For someone who enjoys a great story, is there anything better than a narrative that engages you from the very start? Imagine a world so rich you can almost smell the scents in the air, a delivery so clever it forces you to think in a way you never thought you would. I’m Ryan J. Hodge, author, and I’d like to talk to you about… video games.
Yes, video games. Those series of ‘bloops’ and blinking lights that — at least a while ago — society had seemed to convince itself had no redeeming qualities whatsoever. In this article series, I’m going to discuss how Donkey Kong, Grand Theft Auto, Call of Duty and even Candy Crush can change the way we tell stories forever.
What Video Games Teach Us about Writing Child Characters
When we imagine the ‘great’ characters of fiction, they don’t tend to be limited by class, race, or occupation. We can empathize just as much with the Corleones of the Godfather as we can with Kunta Kinte of Roots. And yet, there seems to be a strict ‘18 and over’ age limit for these timeless characters.

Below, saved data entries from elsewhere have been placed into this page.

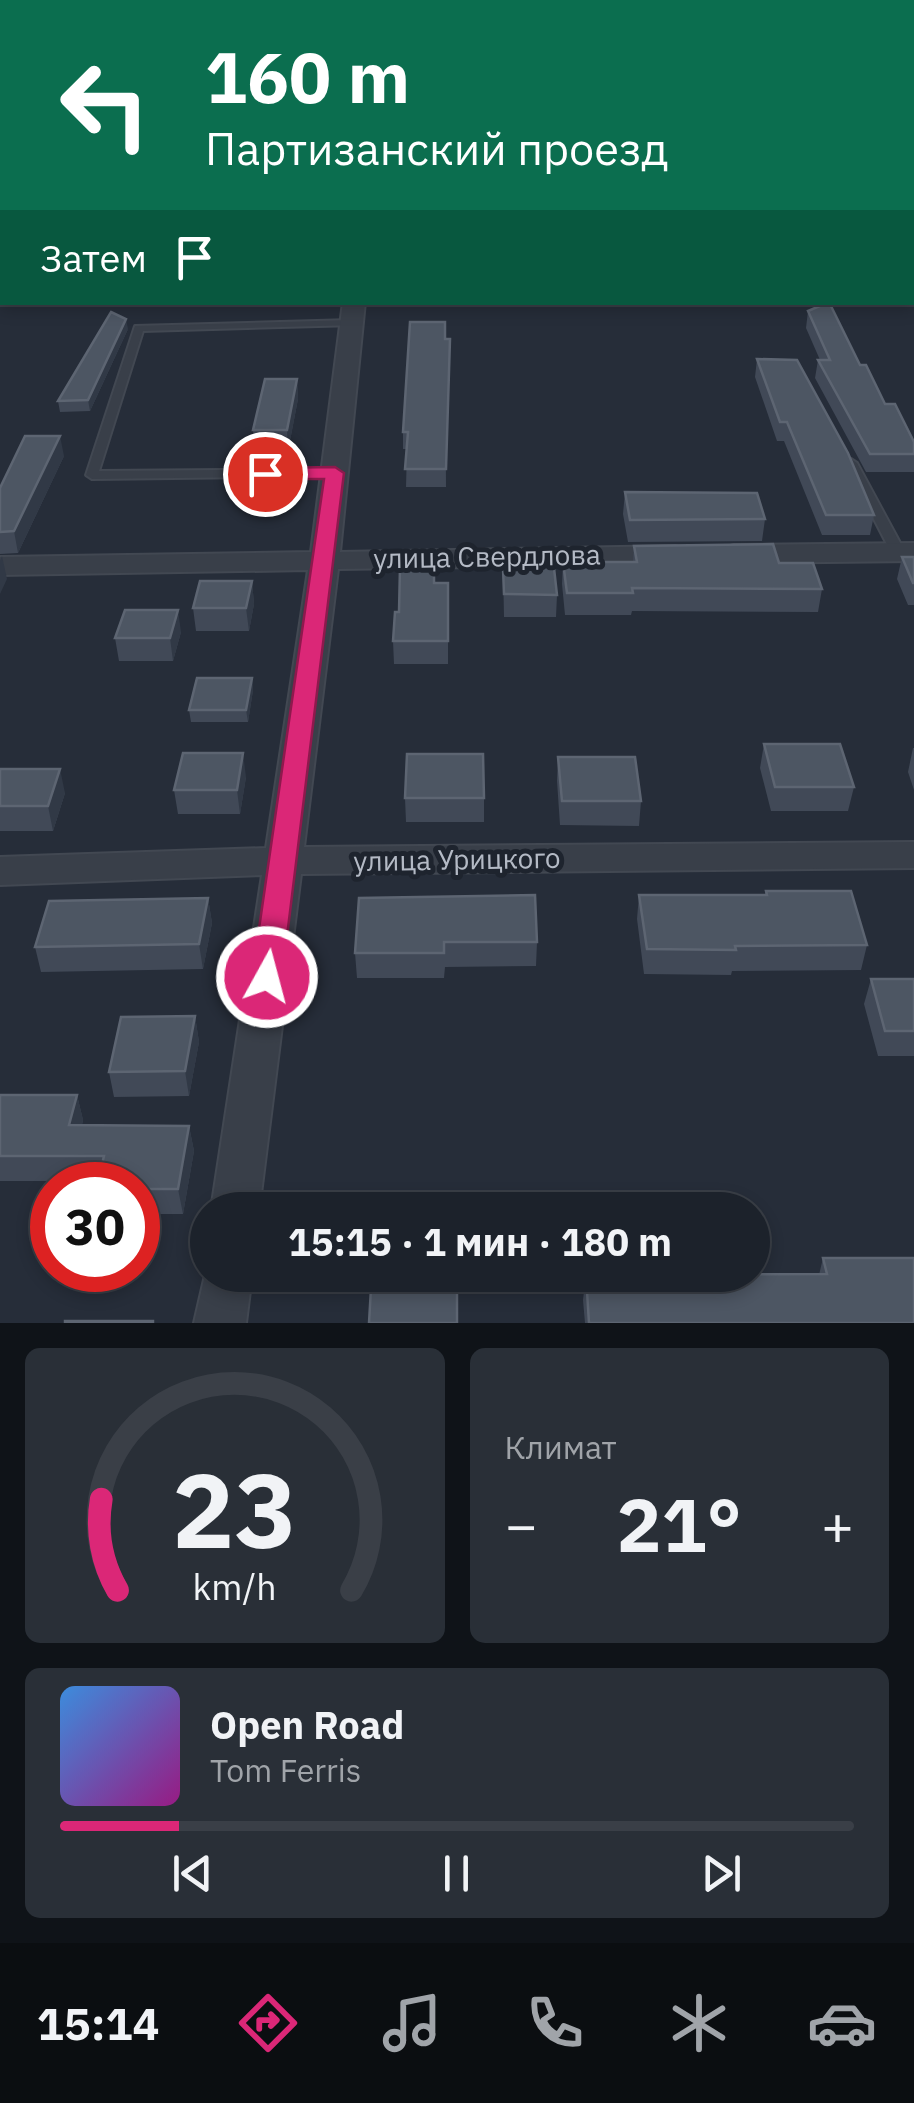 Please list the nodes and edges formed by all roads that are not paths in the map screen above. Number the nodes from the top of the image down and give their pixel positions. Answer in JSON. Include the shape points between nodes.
{"nodes":[{"id":1,"x":353,"y":313,"type":"edge"},
{"id":2,"x":842,"y":446,"type":"edge"},
{"id":3,"x":335,"y":473,"type":"junction"},
{"id":4,"x":906,"y":552,"type":"edge"},
{"id":5,"x":325,"y":558,"type":"junction"},
{"id":6,"x":0,"y":566,"type":"edge"},
{"id":7,"x":914,"y":854,"type":"edge"},
{"id":8,"x":282,"y":861,"type":"junction"},
{"id":9,"x":0,"y":871,"type":"edge"},
{"id":10,"x":238,"y":1192,"type":"edge"},
{"id":11,"x":224,"y":1292,"type":"edge"},
{"id":12,"x":220,"y":1323,"type":"edge"}],
"edges":[{"from":1,"to":3,"type":"street"},
{"from":1,"to":3,"type":"lane","via":[[139,328],[92,475]]},
{"from":2,"to":4,"type":"lane"},
{"from":3,"to":5,"type":"street"},
{"from":4,"to":5,"type":"street","name":"улица Свердлова"},
{"from":5,"to":6,"type":"street","name":"улица Свердлова"},
{"from":5,"to":8,"type":"street"},
{"from":7,"to":8,"type":"street","name":"улица Урицкого"},
{"from":8,"to":9,"type":"street","name":"улица Урицкого"},
{"from":8,"to":10,"type":"street"},
{"from":11,"to":12,"type":"street"}]} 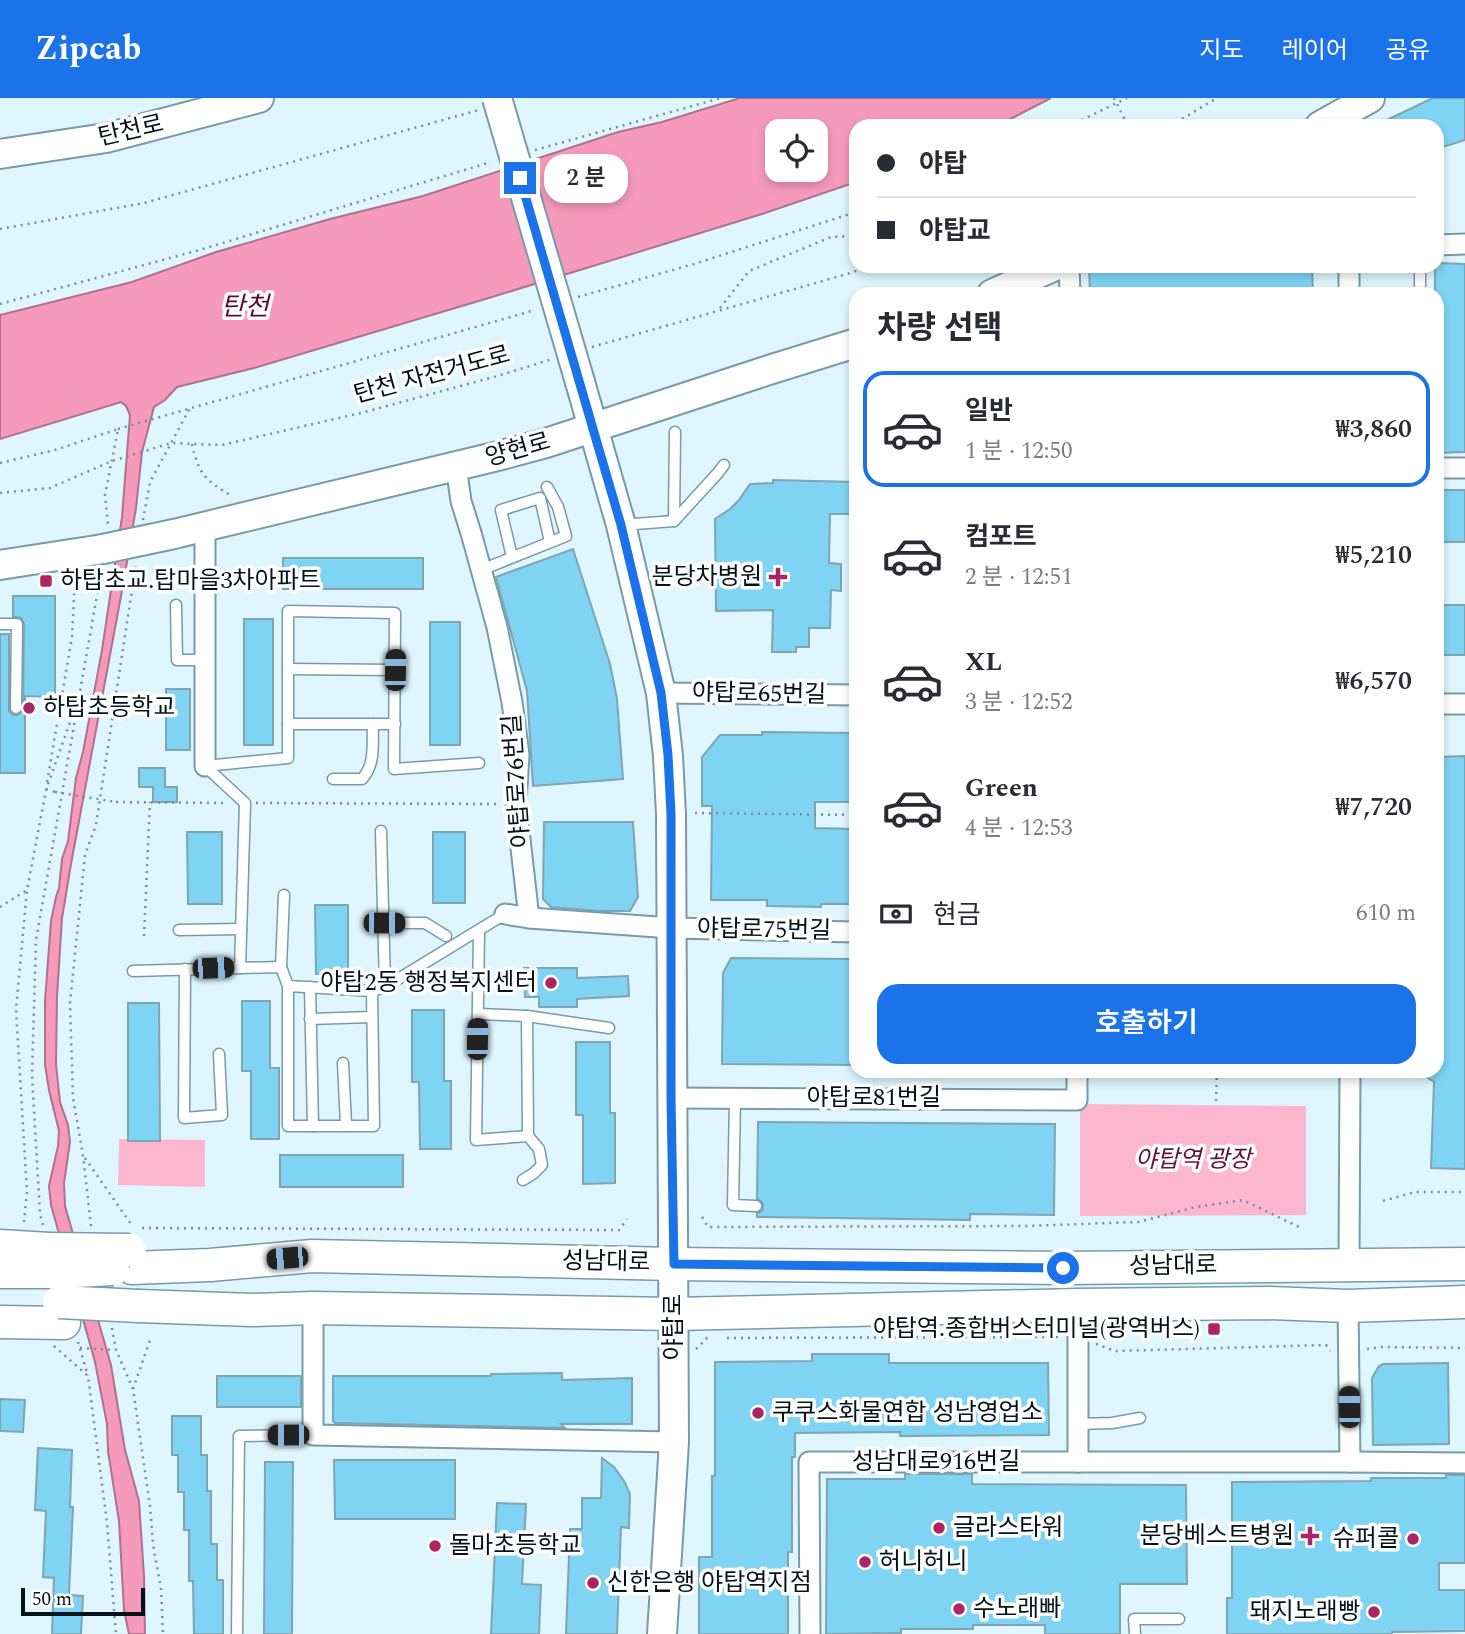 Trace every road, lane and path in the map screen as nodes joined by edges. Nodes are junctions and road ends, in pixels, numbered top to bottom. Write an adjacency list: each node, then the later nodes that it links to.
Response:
1 (259, 98): 14 (street, 탄천로)
2 (721, 98): 13 (path)
3 (1115, 98): 7 (path)
4 (1127, 98): 7 (path)
5 (1217, 98): 11 (path)
6 (1370, 98): 12 (street)
7 (1117, 103): 9 (path); 10 (path)
8 (488, 104): 17 (path); 32 (street, 야탑로, bridge)
9 (1084, 119)
10 (1125, 119)
11 (1182, 119)
12 (1337, 119)
13 (533, 151)
14 (0, 154)
15 (493, 162): 25 (path)
16 (849, 214): 24 (path)
17 (0, 229)
18 (849, 236): 27 (path)
19 (1465, 244): 20 (street)
20 (1444, 245)
21 (850, 273): 27 (path)
22 (1039, 273): 23 (street)
23 (1008, 287)
24 (578, 297)
25 (0, 303)
26 (539, 308): 31 (path)
27 (718, 310): 29 (path)
28 (849, 345): 32 (street, 양현로)
29 (590, 347)
30 (552, 359): 36 (path, 탄천 자전거도로)
31 (190, 408): 33 (path); 35 (path)
32 (593, 426): 40 (street, 양현로); 48 (street, 야탑로)
33 (118, 429): 37 (path); 38 (path)
34 (675, 432): 47 (lane)
35 (171, 443): 36 (path, 탄천 자전거도로); 37 (path, 탄천 자전거도로); 46 (path)
36 (192, 444): 45 (path)
37 (112, 461): 44 (path, 탄천 자전거도로); 51 (path)
38 (0, 463)
39 (724, 465): 47 (lane)
40 (456, 466): 45 (street, 양현로); 55 (street, 야탑로76번길)
41 (1444, 468): 42 (street)
42 (1465, 468)
43 (547, 487): 50 (lane)
44 (0, 493)
45 (264, 512): 49 (street, 양현로)
46 (143, 520)
47 (674, 521): 48 (lane)
48 (621, 525): 62 (street, 야탑로)
49 (205, 526): 51 (street, 양현로, bridge); 59 (street)
50 (550, 542): 52 (lane); 52 (lane)
51 (104, 549): 54 (street); 66 (path)
52 (512, 557): 55 (lane)
53 (137, 559): 80 (path)
54 (0, 565)
55 (481, 570): 77 (street, 야탑로76번길)
56 (75, 578): 74 (path)
57 (176, 605): 59 (lane)
58 (0, 624): 67 (lane)
59 (205, 660): 72 (street)
60 (288, 669): 61 (lane); 61 (lane); 68 (lane)
61 (395, 670): 70 (lane)
62 (661, 693): 63 (street, 야탑로65번길); 88 (street, 야탑로)
63 (849, 695)
64 (1444, 704): 65 (street)
65 (1465, 704)
66 (76, 705): 74 (path); 134 (path)
67 (16, 708)
68 (288, 724): 69 (lane); 72 (lane)
69 (373, 724): 70 (lane); 73 (lane)
70 (395, 724): 71 (lane)
71 (479, 763)
72 (205, 766): 76 (lane)
73 (333, 779)
74 (46, 790): 75 (path, bridge); 82 (path)
75 (150, 802): 76 (path); 93 (path)
76 (245, 803): 77 (path); 89 (lane)
77 (516, 804): 86 (street, 야탑로76번길)
78 (695, 813): 79 (path)
79 (849, 815)
80 (96, 825)
81 (381, 831): 87 (lane)
82 (27, 890): 84 (path); 126 (path)
83 (284, 895): 95 (lane)
84 (0, 907)
85 (505, 914): 86 (street); 91 (lane)
86 (529, 918): 88 (street)
87 (384, 923): 94 (lane); 101 (lane)
88 (672, 928): 92 (street, 야탑로75번길); 114 (street, 야탑로)
89 (241, 929): 90 (lane); 96 (lane)
90 (178, 930)
91 (479, 931): 101 (lane); 103 (lane)
92 (849, 932)
93 (144, 936)
94 (446, 936)
95 (281, 967): 96 (lane); 99 (lane)
96 (240, 968): 97 (lane)
97 (185, 969): 98 (lane); 108 (lane)
98 (133, 971)
99 (288, 986): 100 (lane); 117 (lane)
100 (310, 987): 102 (lane); 106 (lane)
101 (386, 987): 102 (lane)
102 (372, 991): 105 (lane)
103 (478, 1014): 104 (lane); 118 (lane)
104 (527, 1016): 107 (lane); 118 (lane)
105 (372, 1017): 106 (lane); 116 (lane)
106 (310, 1019): 117 (lane)
107 (609, 1028)
108 (219, 1054)
109 (343, 1063): 116 (lane)
110 (1077, 1078): 113 (street, 야탑로81번길)
111 (1217, 1078): 115 (path)
112 (1350, 1078): 132 (street)
113 (735, 1097): 114 (street, 야탑로81번길); 123 (lane)
114 (671, 1098): 130 (street, 야탑로)
115 (1216, 1101)
116 (346, 1125): 117 (lane)
117 (313, 1126)
118 (528, 1136): 120 (lane)
119 (83, 1155): 128 (path)
120 (523, 1180)
121 (1465, 1192): 122 (path)
122 (1383, 1200)
123 (756, 1206)
124 (702, 1217): 127 (path)
125 (627, 1219): 128 (path)
126 (23, 1226)
127 (1299, 1227)
128 (130, 1244): 130 (main road, 성남대로); 134 (main road, 성남대로, bridge)
129 (0, 1246): 134 (main road)
130 (674, 1264): 132 (main road, 성남대로); 140 (street, 야탑로)
131 (1465, 1264): 132 (main road, 성남대로)
132 (1349, 1265)
133 (0, 1272): 134 (main road)
134 (59, 1300): 135 (main road); 141 (main road); 142 (main road, 성남대로, bridge); 143 (path); 144 (path); 144 (path)
135 (0, 1302)
136 (1465, 1302): 138 (main road, 성남대로)
137 (1078, 1305): 138 (main road, 성남대로); 140 (main road, 성남대로); 147 (street)
138 (1348, 1306): 151 (street)
139 (313, 1308): 140 (main road, 성남대로); 142 (main road, 성남대로); 148 (street)
140 (674, 1314): 149 (street, 야탑로)
141 (0, 1322)
142 (144, 1324): 145 (path)
143 (116, 1350)
144 (88, 1376): 154 (path)
145 (133, 1389)
146 (1140, 1418): 147 (lane)
147 (1078, 1424): 150 (street)
148 (313, 1435): 149 (street); 155 (lane)
149 (674, 1442): 156 (street, 야탑로)
150 (1078, 1462): 151 (street); 157 (street, 성남대로916번길)
151 (1350, 1462): 152 (street)
152 (1465, 1463)
153 (1179, 1619): 158 (lane)
154 (116, 1634)
155 (237, 1634)
156 (662, 1634)
157 (810, 1634)
158 (1135, 1634)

While we might look upon films like The Goonies or Sandlot with fondness, it cannot seriously be said that these titles delivered stirring, powerful performances from their child stars on the order of Godfather or Roots. Indeed, for a distressing number of works, any story featuring children that aren’t explicitly ‘about’ children have a tendency to turn in monotone and forgettable roles for their tykes.
This, of course, presents a vexing quandary for writers. Given that we were all children at some point; why does it appear to be so difficult to render at least a convincing portrayal of society’s most vulnerable population? And, for that matter, what could video games possibly offer to remedy this?
Part of the difficulty of capturing the mind of children is that, more than adult characters, their competency must constantly be called into question. An audience will not suspend its disbelief that a child may be able to dispatch an adversary as easily as they would an adult character; nor will they blindly accept a child’s ability to solve problems that adults can’t. Often, these limitations result in children being portrayed as useless or inscrutable if not outright stupid.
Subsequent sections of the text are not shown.